### What the task asks
Return every line from the records below in which the word "nodes" is found.

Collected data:

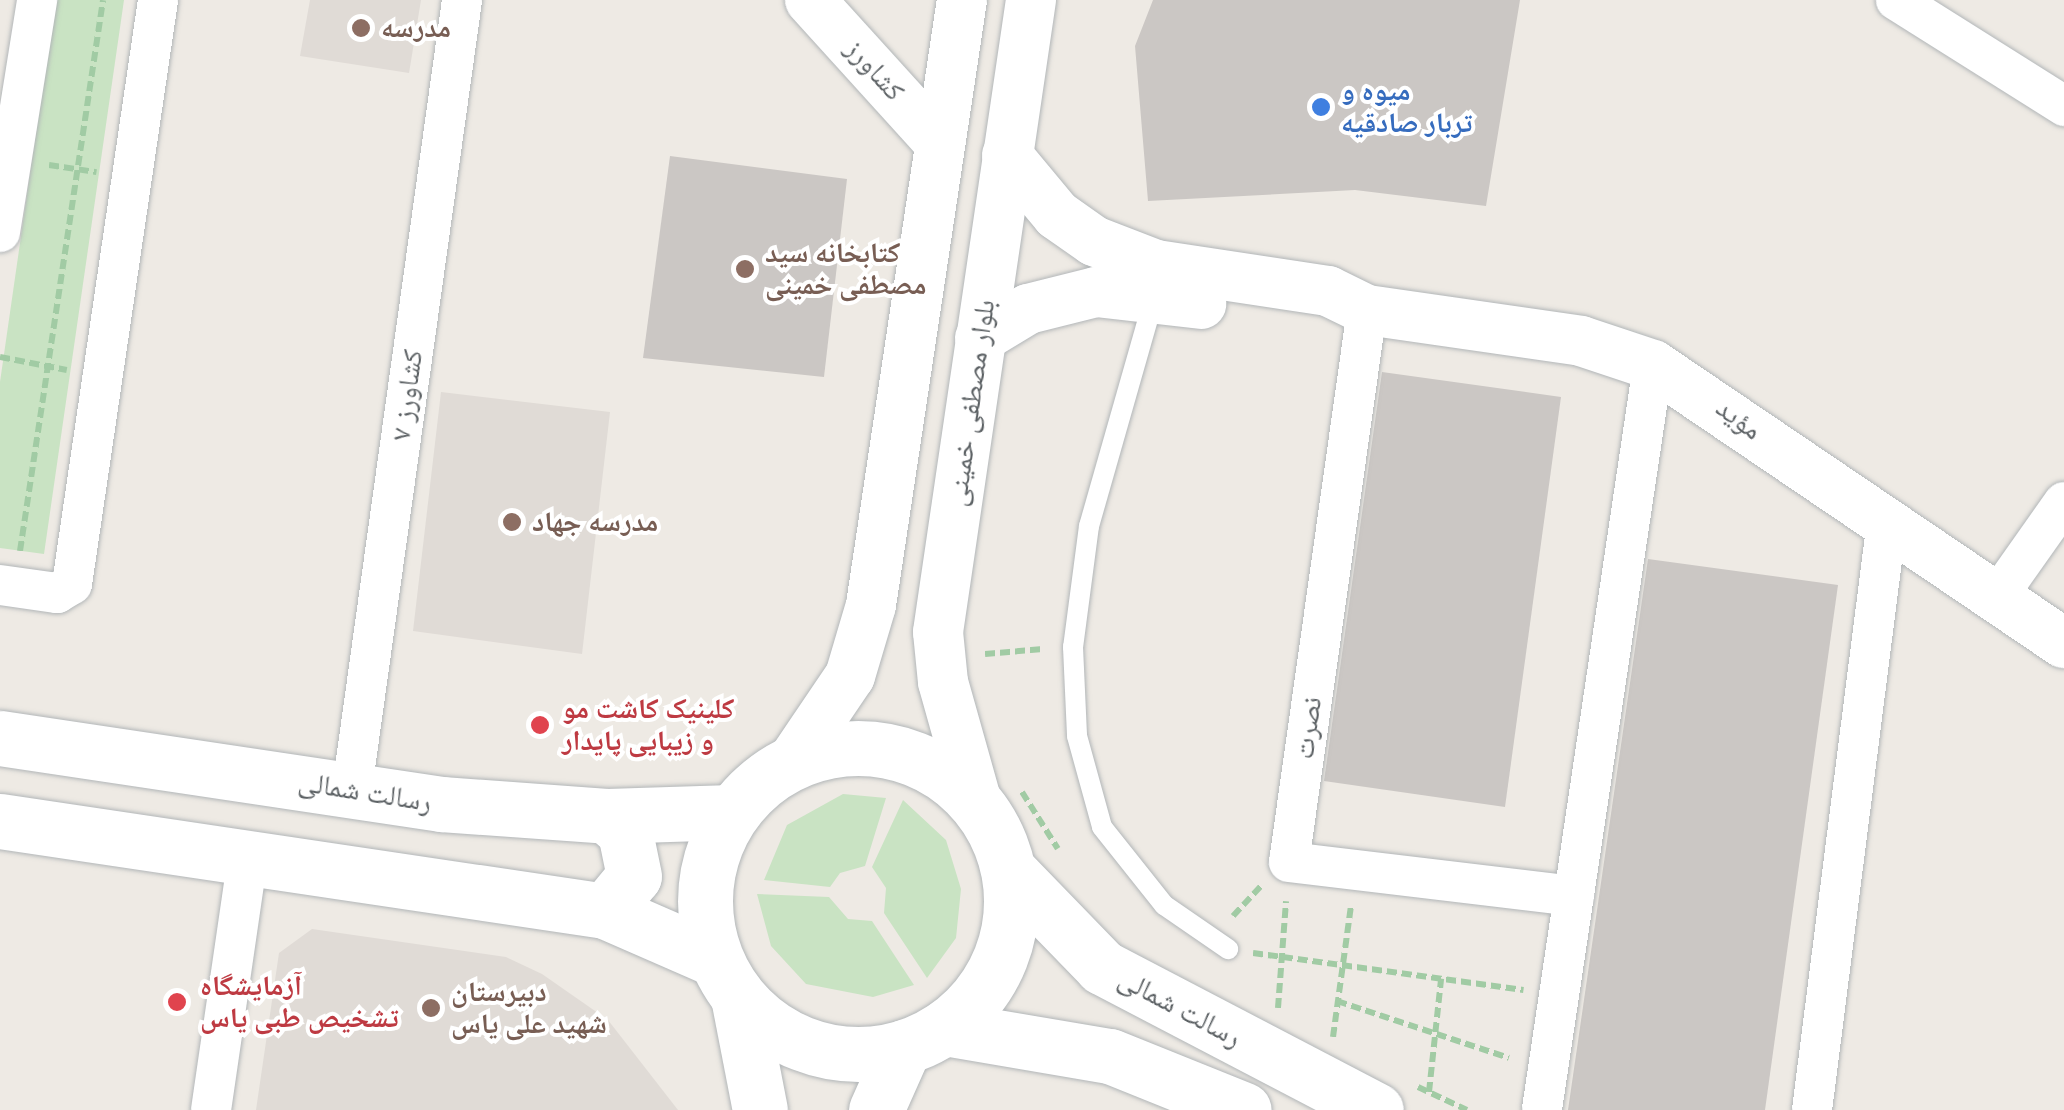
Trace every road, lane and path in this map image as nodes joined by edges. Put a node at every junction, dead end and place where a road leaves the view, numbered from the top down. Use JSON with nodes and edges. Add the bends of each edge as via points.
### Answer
{"nodes":[{"id":1,"x":37,"y":0,"type":"edge"},
{"id":2,"x":103,"y":0,"type":"edge"},
{"id":3,"x":158,"y":0,"type":"edge"},
{"id":4,"x":462,"y":0,"type":"edge"},
{"id":5,"x":810,"y":0,"type":"edge"},
{"id":6,"x":962,"y":0,"type":"edge"},
{"id":7,"x":1031,"y":0,"type":"edge"},
{"id":8,"x":1896,"y":0,"type":"edge"},
{"id":9,"x":2064,"y":106,"type":"edge"},
{"id":10,"x":938,"y":142,"type":"junction"},
{"id":11,"x":1007,"y":155,"type":"junction"},
{"id":12,"x":12,"y":159,"type":"junction"},
{"id":13,"x":78,"y":169,"type":"junction"},
{"id":14,"x":132,"y":177,"type":"junction"},
{"id":15,"x":0,"y":232,"type":"edge"},
{"id":16,"x":1155,"y":296,"type":"junction"},
{"id":17,"x":1368,"y":310,"type":"junction"},
{"id":18,"x":980,"y":338,"type":"junction"},
{"id":19,"x":0,"y":357,"type":"edge"},
{"id":20,"x":1653,"y":365,"type":"junction"},
{"id":21,"x":48,"y":367,"type":"junction"},
{"id":22,"x":102,"y":376,"type":"junction"},
{"id":23,"x":2064,"y":502,"type":"edge"},
{"id":24,"x":1886,"y":528,"type":"junction"},
{"id":25,"x":8,"y":586,"type":"edge"},
{"id":26,"x":1997,"y":597,"type":"junction"},
{"id":27,"x":867,"y":620,"type":"junction"},
{"id":28,"x":938,"y":632,"type":"junction"},
{"id":29,"x":2064,"y":642,"type":"edge"},
{"id":30,"x":1074,"y":646,"type":"junction"},
{"id":31,"x":985,"y":654,"type":"dead end"},
{"id":32,"x":0,"y":738,"type":"edge"},
{"id":33,"x":791,"y":763,"type":"junction"},
{"id":34,"x":352,"y":789,"type":"junction"},
{"id":35,"x":977,"y":803,"type":"junction"},
{"id":36,"x":732,"y":812,"type":"junction"},
{"id":37,"x":607,"y":816,"type":"junction"},
{"id":38,"x":0,"y":821,"type":"edge"},
{"id":39,"x":248,"y":855,"type":"junction"},
{"id":40,"x":1289,"y":862,"type":"junction"},
{"id":41,"x":1356,"y":870,"type":"junction"},
{"id":42,"x":1009,"y":871,"type":"junction"},
{"id":43,"x":1574,"y":896,"type":"junction"},
{"id":44,"x":605,"y":911,"type":"junction"},
{"id":45,"x":1228,"y":950,"type":"joint"},
{"id":46,"x":1283,"y":957,"type":"junction"},
{"id":47,"x":1342,"y":965,"type":"junction"},
{"id":48,"x":727,"y":978,"type":"junction"},
{"id":49,"x":1441,"y":979,"type":"junction"},
{"id":50,"x":1146,"y":992,"type":"junction"},
{"id":51,"x":1559,"y":995,"type":"junction"},
{"id":52,"x":1338,"y":1001,"type":"junction"},
{"id":53,"x":1277,"y":1019,"type":"dead end"},
{"id":54,"x":1436,"y":1034,"type":"junction"},
{"id":55,"x":924,"y":1037,"type":"junction"},
{"id":56,"x":1331,"y":1048,"type":"dead end"},
{"id":57,"x":1110,"y":1056,"type":"junction"},
{"id":58,"x":1545,"y":1090,"type":"edge"},
{"id":59,"x":1429,"y":1092,"type":"dead end"},
{"id":60,"x":210,"y":1110,"type":"edge"},
{"id":61,"x":760,"y":1110,"type":"edge"},
{"id":62,"x":876,"y":1110,"type":"edge"},
{"id":63,"x":1244,"y":1110,"type":"edge"},
{"id":64,"x":1376,"y":1110,"type":"edge"},
{"id":65,"x":1812,"y":1110,"type":"edge"}],
"edges":[{"from":1,"to":12,"type":"street"},
{"from":2,"to":13,"type":"path"},
{"from":3,"to":14,"type":"street"},
{"from":4,"to":34,"type":"street","name":"کشاورز ۷"},
{"from":5,"to":10,"type":"street","name":"کشاورز"},
{"from":6,"to":10,"type":"street"},
{"from":7,"to":11,"type":"street","name":"بلوار مصطفی خمینی"},
{"from":8,"to":9,"type":"street"},
{"from":10,"to":27,"type":"street"},
{"from":11,"to":17,"type":"street","name":"مؤید","via":[[1057,215],[1094,242],[1156,266],[1328,291]]},
{"from":11,"to":18,"type":"street","name":"بلوار مصطفی خمینی"},
{"from":12,"to":13,"type":"path"},
{"from":12,"to":15,"type":"street"},
{"from":13,"to":14,"type":"path"},
{"from":13,"to":21,"type":"path"},
{"from":14,"to":22,"type":"street"},
{"from":16,"to":17,"type":"street","name":"مؤید","via":[[1325,324]]},
{"from":16,"to":18,"type":"street","name":"مؤید","via":[[1096,292],[1028,308]]},
{"from":16,"to":30,"type":"lane","via":[[1089,526]]},
{"from":17,"to":20,"type":"street","name":"مؤید","via":[[1581,340]]},
{"from":17,"to":40,"type":"street","name":"نصرت"},
{"from":18,"to":28,"type":"street","name":"بلوار مصطفی خمینی"},
{"from":19,"to":21,"type":"path"},
{"from":20,"to":24,"type":"street","name":"مؤید","via":[[1702,391]]},
{"from":20,"to":43,"type":"street"},
{"from":21,"to":22,"type":"path"},
{"from":21,"to":25,"type":"path"},
{"from":22,"to":25,"type":"street","via":[[72,584],[57,593]]},
{"from":23,"to":26,"type":"street"},
{"from":24,"to":26,"type":"street","name":"مؤید"},
{"from":24,"to":65,"type":"street"},
{"from":26,"to":29,"type":"street","name":"مؤید"},
{"from":27,"to":28,"type":"street","via":[[878,644],[904,654]]},
{"from":27,"to":33,"type":"street","via":[[850,676]]},
{"from":28,"to":35,"type":"street","name":"بلوار مصطفی خمینی","via":[[943,682]]},
{"from":30,"to":31,"type":"path"},
{"from":30,"to":45,"type":"lane","via":[[1077,736],[1102,826],[1164,904]]},
{"from":32,"to":34,"type":"main road","name":"رسالت شمالی"},
{"from":33,"to":35,"type":"main road","via":[[870,748],[935,769]]},
{"from":33,"to":36,"type":"main road"},
{"from":34,"to":37,"type":"main road","name":"رسالت شمالی"},
{"from":35,"to":42,"type":"main road"},
{"from":36,"to":37,"type":"main road","name":"رسالت شمالی"},
{"from":36,"to":48,"type":"main road","via":[[710,858],[704,909]]},
{"from":37,"to":44,"type":"main road","via":[[625,832],[634,864],[624,897]]},
{"from":38,"to":39,"type":"main road"},
{"from":39,"to":44,"type":"main road"},
{"from":39,"to":60,"type":"street"},
{"from":40,"to":41,"type":"street"},
{"from":40,"to":46,"type":"path"},
{"from":41,"to":43,"type":"street"},
{"from":41,"to":47,"type":"path"},
{"from":42,"to":50,"type":"main road","name":"رسالت شمالی","via":[[1102,967]]},
{"from":42,"to":55,"type":"main road","via":[[1011,916],[1000,959],[977,998]]},
{"from":43,"to":51,"type":"street"},
{"from":44,"to":48,"type":"main road"},
{"from":45,"to":46,"type":"path"},
{"from":46,"to":47,"type":"path"},
{"from":46,"to":53,"type":"path"},
{"from":47,"to":49,"type":"path"},
{"from":47,"to":52,"type":"path"},
{"from":48,"to":55,"type":"main road","via":[[772,1028],[813,1048],[859,1054]]},
{"from":48,"to":61,"type":"main road"},
{"from":49,"to":51,"type":"path"},
{"from":49,"to":54,"type":"path"},
{"from":50,"to":57,"type":"main road","via":[[1126,992],[1099,1019]]},
{"from":50,"to":64,"type":"main road","name":"رسالت شمالی"},
{"from":51,"to":58,"type":"street"},
{"from":52,"to":54,"type":"path"},
{"from":52,"to":56,"type":"path"},
{"from":54,"to":58,"type":"path"},
{"from":54,"to":59,"type":"path"},
{"from":55,"to":57,"type":"main road"},
{"from":55,"to":62,"type":"main road"},
{"from":57,"to":63,"type":"main road"}]}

### Reply to the task
Trace every road, lane and path in this map image as nodes joined by edges. Put a node at every junction, dead end and place where a road leaves the view, numbered from the top down. Use JSON with nodes and edges. Add the bends of each edge as via points.
{"nodes":[{"id":1,"x":37,"y":0,"type":"edge"},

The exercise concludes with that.